• DATA IN THIS EXERCISE

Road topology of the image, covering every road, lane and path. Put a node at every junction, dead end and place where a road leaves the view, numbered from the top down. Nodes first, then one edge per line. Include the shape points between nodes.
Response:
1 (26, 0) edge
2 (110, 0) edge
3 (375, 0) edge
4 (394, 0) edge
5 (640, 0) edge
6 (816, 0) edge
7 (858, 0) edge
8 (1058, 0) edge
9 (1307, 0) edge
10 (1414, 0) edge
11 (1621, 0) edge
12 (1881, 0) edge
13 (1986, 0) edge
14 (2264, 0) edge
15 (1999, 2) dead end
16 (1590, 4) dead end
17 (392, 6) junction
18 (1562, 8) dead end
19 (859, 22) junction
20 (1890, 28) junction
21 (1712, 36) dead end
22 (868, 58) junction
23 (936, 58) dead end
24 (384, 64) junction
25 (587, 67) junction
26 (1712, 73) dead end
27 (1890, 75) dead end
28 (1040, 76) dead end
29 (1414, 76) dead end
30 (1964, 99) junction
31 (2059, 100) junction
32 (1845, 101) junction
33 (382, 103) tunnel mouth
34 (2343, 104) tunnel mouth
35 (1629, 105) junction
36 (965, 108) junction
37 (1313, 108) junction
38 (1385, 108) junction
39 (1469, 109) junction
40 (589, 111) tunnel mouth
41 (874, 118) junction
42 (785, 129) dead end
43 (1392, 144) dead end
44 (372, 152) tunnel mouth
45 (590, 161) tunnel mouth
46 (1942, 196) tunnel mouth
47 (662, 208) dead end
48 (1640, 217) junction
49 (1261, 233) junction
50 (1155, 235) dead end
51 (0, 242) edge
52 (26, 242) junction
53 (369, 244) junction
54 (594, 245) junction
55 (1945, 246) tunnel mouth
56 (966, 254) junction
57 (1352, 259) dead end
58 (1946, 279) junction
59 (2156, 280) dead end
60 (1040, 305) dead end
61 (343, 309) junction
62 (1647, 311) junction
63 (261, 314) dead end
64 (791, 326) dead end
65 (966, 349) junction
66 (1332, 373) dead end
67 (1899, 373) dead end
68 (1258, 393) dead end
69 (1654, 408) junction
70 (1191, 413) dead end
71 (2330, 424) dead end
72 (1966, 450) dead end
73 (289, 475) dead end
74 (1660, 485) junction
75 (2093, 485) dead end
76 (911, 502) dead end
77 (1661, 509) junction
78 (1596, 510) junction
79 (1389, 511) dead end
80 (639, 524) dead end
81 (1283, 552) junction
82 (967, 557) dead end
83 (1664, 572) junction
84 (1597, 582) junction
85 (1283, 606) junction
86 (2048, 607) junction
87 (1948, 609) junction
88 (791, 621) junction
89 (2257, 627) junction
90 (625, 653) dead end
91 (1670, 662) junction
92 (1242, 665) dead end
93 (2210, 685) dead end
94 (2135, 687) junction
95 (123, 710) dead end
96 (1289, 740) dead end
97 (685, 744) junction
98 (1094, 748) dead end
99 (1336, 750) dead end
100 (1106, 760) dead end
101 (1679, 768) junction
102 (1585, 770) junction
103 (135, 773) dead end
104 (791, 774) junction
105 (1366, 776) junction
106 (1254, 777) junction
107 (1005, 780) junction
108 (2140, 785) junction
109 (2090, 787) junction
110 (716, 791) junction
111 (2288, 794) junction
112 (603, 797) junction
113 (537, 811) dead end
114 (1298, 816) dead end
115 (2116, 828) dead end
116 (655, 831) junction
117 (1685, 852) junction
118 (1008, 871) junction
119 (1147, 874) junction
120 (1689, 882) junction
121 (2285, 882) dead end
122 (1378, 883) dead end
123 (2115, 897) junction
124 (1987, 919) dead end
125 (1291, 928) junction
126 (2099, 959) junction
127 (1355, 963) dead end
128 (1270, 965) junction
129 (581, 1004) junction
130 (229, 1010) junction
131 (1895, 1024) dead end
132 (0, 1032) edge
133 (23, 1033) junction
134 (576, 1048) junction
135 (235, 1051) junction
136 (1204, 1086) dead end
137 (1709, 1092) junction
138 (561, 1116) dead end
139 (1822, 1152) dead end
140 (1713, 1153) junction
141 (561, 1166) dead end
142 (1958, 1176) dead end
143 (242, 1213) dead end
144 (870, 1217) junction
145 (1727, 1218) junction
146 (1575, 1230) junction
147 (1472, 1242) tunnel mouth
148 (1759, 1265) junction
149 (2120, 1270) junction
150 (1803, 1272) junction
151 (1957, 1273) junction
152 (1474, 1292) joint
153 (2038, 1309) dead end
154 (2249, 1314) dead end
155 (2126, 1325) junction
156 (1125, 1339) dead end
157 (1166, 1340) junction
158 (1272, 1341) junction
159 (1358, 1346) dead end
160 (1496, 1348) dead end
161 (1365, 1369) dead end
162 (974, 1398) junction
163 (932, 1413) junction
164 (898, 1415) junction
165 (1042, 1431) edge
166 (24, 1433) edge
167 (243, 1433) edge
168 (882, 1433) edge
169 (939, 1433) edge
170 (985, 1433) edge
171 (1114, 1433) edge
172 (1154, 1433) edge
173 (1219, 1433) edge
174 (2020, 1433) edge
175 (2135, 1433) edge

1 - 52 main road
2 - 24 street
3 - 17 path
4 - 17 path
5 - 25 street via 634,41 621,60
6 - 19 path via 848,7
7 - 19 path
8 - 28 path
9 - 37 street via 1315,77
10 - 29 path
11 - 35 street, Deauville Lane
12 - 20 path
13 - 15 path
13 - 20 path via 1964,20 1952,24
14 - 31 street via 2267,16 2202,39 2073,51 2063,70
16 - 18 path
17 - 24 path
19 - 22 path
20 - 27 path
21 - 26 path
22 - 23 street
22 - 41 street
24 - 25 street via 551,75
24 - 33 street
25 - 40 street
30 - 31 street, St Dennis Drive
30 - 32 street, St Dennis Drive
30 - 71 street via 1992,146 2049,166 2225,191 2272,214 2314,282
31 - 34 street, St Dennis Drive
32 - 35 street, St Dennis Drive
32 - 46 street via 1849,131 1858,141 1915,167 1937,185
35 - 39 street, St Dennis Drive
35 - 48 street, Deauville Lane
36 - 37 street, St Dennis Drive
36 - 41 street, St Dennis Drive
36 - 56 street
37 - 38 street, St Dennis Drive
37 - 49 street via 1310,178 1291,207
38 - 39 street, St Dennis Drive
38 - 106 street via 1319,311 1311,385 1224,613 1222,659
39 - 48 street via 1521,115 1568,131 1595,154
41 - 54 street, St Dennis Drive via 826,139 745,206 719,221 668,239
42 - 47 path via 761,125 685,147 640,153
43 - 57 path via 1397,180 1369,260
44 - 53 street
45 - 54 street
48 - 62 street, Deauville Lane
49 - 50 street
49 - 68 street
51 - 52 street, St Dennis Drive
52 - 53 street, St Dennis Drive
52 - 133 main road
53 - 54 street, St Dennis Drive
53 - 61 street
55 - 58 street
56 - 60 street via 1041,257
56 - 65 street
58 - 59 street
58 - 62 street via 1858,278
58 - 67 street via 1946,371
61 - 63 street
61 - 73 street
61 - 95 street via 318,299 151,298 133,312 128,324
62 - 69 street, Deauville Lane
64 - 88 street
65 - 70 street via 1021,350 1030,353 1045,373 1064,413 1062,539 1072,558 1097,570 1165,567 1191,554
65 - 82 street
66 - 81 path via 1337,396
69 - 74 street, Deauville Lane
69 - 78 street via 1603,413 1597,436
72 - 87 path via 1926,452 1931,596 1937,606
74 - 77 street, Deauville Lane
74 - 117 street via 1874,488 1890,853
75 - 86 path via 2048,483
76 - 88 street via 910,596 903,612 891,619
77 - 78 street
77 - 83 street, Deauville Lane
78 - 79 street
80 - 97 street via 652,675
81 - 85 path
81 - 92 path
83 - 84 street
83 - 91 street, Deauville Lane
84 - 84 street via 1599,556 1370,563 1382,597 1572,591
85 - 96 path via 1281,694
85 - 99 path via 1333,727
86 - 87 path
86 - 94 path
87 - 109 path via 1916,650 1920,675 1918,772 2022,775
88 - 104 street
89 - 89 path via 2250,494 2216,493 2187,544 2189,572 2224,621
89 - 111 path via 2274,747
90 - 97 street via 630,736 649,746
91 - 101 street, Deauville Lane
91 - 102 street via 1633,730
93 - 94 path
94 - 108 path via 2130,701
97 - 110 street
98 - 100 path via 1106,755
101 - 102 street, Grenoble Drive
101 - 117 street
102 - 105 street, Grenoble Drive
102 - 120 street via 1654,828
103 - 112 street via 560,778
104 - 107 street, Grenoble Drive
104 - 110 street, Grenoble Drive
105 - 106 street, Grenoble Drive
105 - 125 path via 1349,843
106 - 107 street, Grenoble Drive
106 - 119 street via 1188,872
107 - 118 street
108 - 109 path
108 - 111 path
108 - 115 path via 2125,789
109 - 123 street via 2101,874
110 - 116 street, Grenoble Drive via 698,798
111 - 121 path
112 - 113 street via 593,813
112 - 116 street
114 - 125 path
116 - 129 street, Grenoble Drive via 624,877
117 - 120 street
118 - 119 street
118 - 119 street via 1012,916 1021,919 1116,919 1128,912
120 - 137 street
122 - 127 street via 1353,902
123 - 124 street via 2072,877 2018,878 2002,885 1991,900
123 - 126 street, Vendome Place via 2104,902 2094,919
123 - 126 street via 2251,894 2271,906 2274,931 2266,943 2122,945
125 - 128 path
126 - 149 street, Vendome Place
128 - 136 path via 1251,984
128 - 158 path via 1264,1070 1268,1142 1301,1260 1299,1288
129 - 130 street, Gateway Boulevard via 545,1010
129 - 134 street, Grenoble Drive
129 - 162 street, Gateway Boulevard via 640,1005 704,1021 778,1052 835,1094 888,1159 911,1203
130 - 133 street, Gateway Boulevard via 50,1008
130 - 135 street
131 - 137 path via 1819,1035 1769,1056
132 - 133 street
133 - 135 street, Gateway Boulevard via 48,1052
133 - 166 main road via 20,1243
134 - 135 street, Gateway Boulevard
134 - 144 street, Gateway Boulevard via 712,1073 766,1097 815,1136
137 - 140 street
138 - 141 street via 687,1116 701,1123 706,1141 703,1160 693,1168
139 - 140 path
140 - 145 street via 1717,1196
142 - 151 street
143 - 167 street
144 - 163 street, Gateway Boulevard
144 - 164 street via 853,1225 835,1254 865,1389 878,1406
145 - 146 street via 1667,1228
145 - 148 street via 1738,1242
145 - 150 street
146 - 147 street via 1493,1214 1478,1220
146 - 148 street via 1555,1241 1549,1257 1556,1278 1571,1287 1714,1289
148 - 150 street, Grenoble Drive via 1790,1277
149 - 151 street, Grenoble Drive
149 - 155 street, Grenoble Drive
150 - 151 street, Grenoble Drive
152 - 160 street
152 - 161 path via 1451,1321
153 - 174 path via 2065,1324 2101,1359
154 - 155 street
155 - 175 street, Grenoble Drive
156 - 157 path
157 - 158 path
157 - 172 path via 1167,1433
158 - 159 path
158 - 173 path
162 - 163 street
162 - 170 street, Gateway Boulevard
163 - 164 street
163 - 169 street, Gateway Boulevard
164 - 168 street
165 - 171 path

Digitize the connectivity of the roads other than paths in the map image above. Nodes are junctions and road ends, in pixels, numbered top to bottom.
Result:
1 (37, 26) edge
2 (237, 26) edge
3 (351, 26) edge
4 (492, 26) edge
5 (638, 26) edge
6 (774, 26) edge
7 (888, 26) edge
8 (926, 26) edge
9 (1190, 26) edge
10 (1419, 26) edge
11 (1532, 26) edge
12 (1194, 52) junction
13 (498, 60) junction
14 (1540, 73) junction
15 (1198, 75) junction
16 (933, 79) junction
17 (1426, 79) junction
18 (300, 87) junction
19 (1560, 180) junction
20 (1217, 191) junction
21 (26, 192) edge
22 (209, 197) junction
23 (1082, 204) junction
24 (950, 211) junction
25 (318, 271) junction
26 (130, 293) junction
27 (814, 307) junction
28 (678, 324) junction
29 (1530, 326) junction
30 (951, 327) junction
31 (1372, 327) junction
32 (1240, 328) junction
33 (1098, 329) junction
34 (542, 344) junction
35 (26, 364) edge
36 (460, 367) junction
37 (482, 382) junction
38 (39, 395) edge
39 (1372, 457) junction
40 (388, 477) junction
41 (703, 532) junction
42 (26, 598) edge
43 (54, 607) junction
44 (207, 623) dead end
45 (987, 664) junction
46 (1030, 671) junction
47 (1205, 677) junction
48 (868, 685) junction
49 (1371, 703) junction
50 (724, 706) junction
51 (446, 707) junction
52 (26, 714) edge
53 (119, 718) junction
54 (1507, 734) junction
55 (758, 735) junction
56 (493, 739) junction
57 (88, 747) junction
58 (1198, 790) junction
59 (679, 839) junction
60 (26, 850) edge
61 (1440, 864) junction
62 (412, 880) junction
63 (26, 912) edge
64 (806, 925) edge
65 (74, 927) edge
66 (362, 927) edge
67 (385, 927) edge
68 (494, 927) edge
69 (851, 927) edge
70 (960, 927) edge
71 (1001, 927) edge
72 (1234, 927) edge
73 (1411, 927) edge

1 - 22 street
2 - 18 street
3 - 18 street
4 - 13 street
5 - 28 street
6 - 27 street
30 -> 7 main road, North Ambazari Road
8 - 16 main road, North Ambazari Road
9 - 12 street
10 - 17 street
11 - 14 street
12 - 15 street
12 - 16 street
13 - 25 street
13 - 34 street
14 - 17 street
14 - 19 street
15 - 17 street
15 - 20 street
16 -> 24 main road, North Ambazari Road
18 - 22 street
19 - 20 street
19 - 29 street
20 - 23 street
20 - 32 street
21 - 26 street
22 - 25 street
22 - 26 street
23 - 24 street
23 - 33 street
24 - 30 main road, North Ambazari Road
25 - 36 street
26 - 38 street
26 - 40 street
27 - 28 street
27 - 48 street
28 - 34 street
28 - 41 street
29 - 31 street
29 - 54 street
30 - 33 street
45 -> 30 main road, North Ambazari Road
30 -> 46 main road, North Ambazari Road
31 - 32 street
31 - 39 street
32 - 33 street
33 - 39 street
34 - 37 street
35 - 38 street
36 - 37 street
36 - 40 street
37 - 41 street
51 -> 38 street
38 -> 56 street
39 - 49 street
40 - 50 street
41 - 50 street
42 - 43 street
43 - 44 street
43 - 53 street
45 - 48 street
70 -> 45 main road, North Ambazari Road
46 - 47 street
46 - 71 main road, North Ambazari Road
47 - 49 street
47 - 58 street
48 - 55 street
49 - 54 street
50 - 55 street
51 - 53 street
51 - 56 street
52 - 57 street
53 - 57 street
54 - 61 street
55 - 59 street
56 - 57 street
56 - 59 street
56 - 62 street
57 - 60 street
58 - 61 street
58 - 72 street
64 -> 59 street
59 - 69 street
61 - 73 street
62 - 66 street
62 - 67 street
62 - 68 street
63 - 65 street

• TASK OBJECTIVE
For each line above that includes the word "Nodes", make a copy of that line.

• RESPONSE TO THIS EXERCISE
Road topology of the image, covering every road, lane and path. Put a node at every junction, dead end and place where a road leaves the view, numbered from the top down. Nodes first, then one edge per line. Include the shape points between nodes.
Digitize the connectivity of the roads other than paths in the map image above. Nodes are junctions and road ends, in pixels, numbered top to bottom.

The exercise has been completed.